_The task_.
Copy out every line from the records that includes "bridge".

_Exercise inputs_.
════════════════

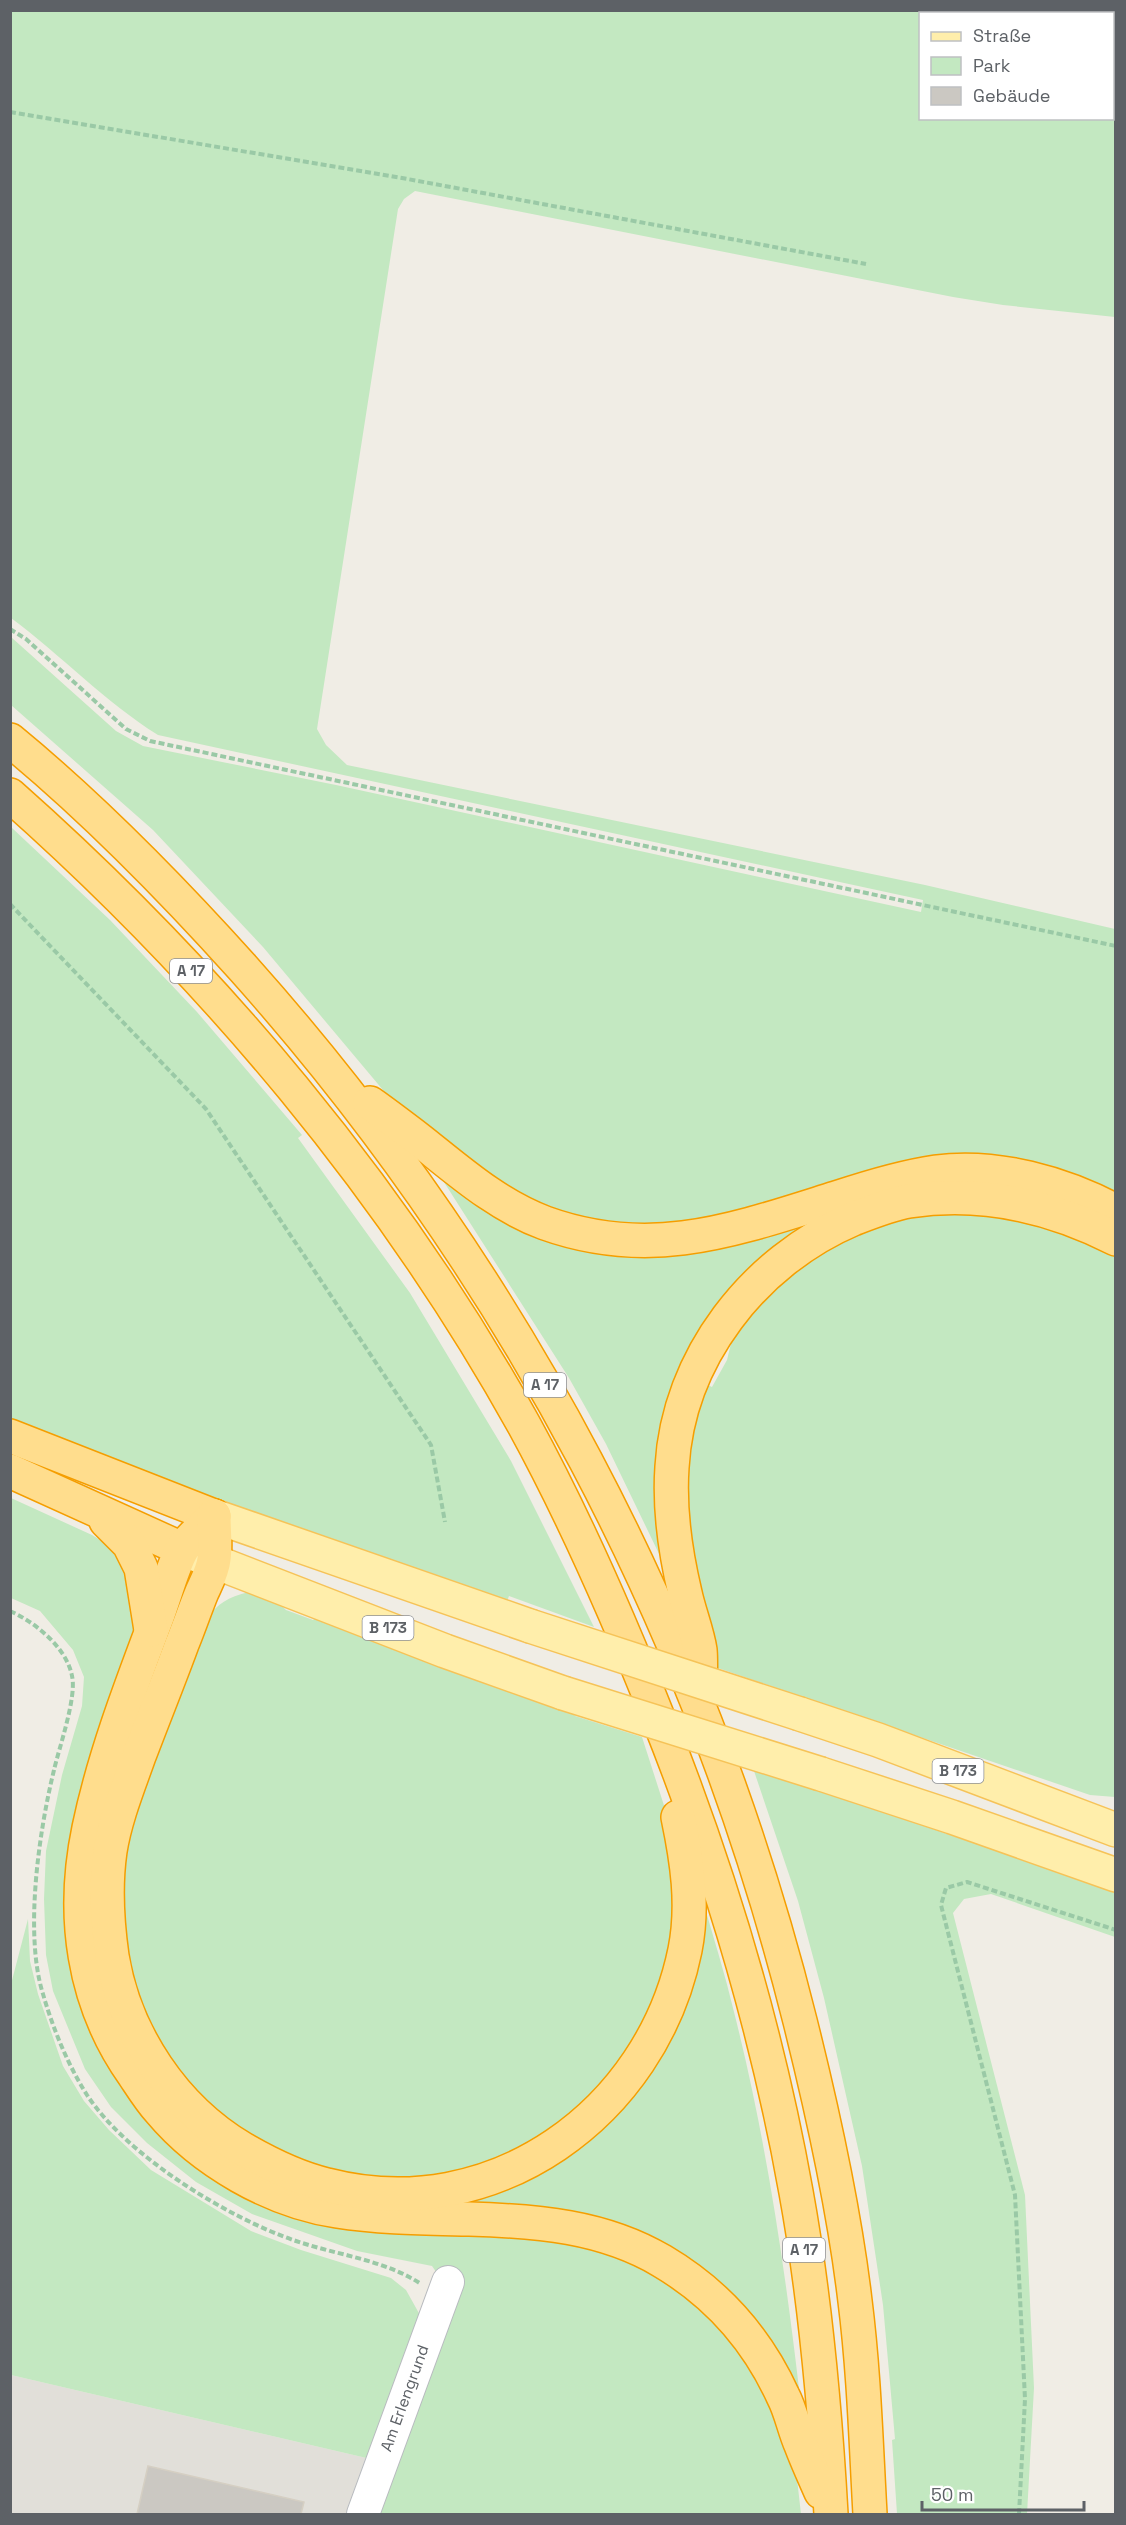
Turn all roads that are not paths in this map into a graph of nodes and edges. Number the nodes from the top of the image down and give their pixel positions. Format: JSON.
{"nodes":[{"id":1,"x":10,"y":740,"type":"edge"},
{"id":2,"x":10,"y":795,"type":"edge"},
{"id":3,"x":339,"y":1081,"type":"junction"},
{"id":4,"x":1116,"y":1210,"type":"edge"},
{"id":5,"x":1116,"y":1239,"type":"edge"},
{"id":6,"x":10,"y":1436,"type":"edge"},
{"id":7,"x":10,"y":1472,"type":"edge"},
{"id":8,"x":96,"y":1511,"type":"junction"},
{"id":9,"x":214,"y":1516,"type":"junction"},
{"id":10,"x":182,"y":1549,"type":"junction"},
{"id":11,"x":214,"y":1562,"type":"junction"},
{"id":12,"x":152,"y":1632,"type":"junction"},
{"id":13,"x":702,"y":1716,"type":"junction"},
{"id":14,"x":679,"y":1770,"type":"junction"},
{"id":15,"x":1116,"y":1830,"type":"edge"},
{"id":16,"x":1116,"y":1875,"type":"edge"},
{"id":17,"x":444,"y":2292,"type":"dead end"},
{"id":18,"x":363,"y":2514,"type":"edge"},
{"id":19,"x":831,"y":2514,"type":"edge"},
{"id":20,"x":870,"y":2514,"type":"edge"}],
"edges":[{"from":1,"to":3,"type":"highway","number":"A 17"},
{"from":2,"to":14,"type":"highway","number":"A 17"},
{"from":3,"to":4,"type":"highway"},
{"from":3,"to":13,"type":"highway","number":"A 17"},
{"from":5,"to":13,"type":"highway"},
{"from":6,"to":9,"type":"highway","number":"B 173"},
{"from":7,"to":8,"type":"highway","number":"B 173"},
{"from":8,"to":10,"type":"highway","number":"B 173"},
{"from":8,"to":12,"type":"highway"},
{"from":9,"to":10,"type":"highway"},
{"from":9,"to":11,"type":"highway"},
{"from":9,"to":15,"type":"main road","number":"B 173","bridge":true},
{"from":10,"to":11,"type":"main road","number":"B 173"},
{"from":10,"to":12,"type":"highway"},
{"from":11,"to":14,"type":"highway"},
{"from":11,"to":16,"type":"main road","number":"B 173","bridge":true},
{"from":12,"to":19,"type":"highway"},
{"from":13,"to":20,"type":"highway","number":"A 17"},
{"from":14,"to":19,"type":"highway","number":"A 17"},
{"from":17,"to":18,"type":"street","name":"Am Erlengrund"}]}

════════════════

_Response_.
{"from":9,"to":15,"type":"main road","number":"B 173","bridge":true},
{"from":11,"to":16,"type":"main road","number":"B 173","bridge":true},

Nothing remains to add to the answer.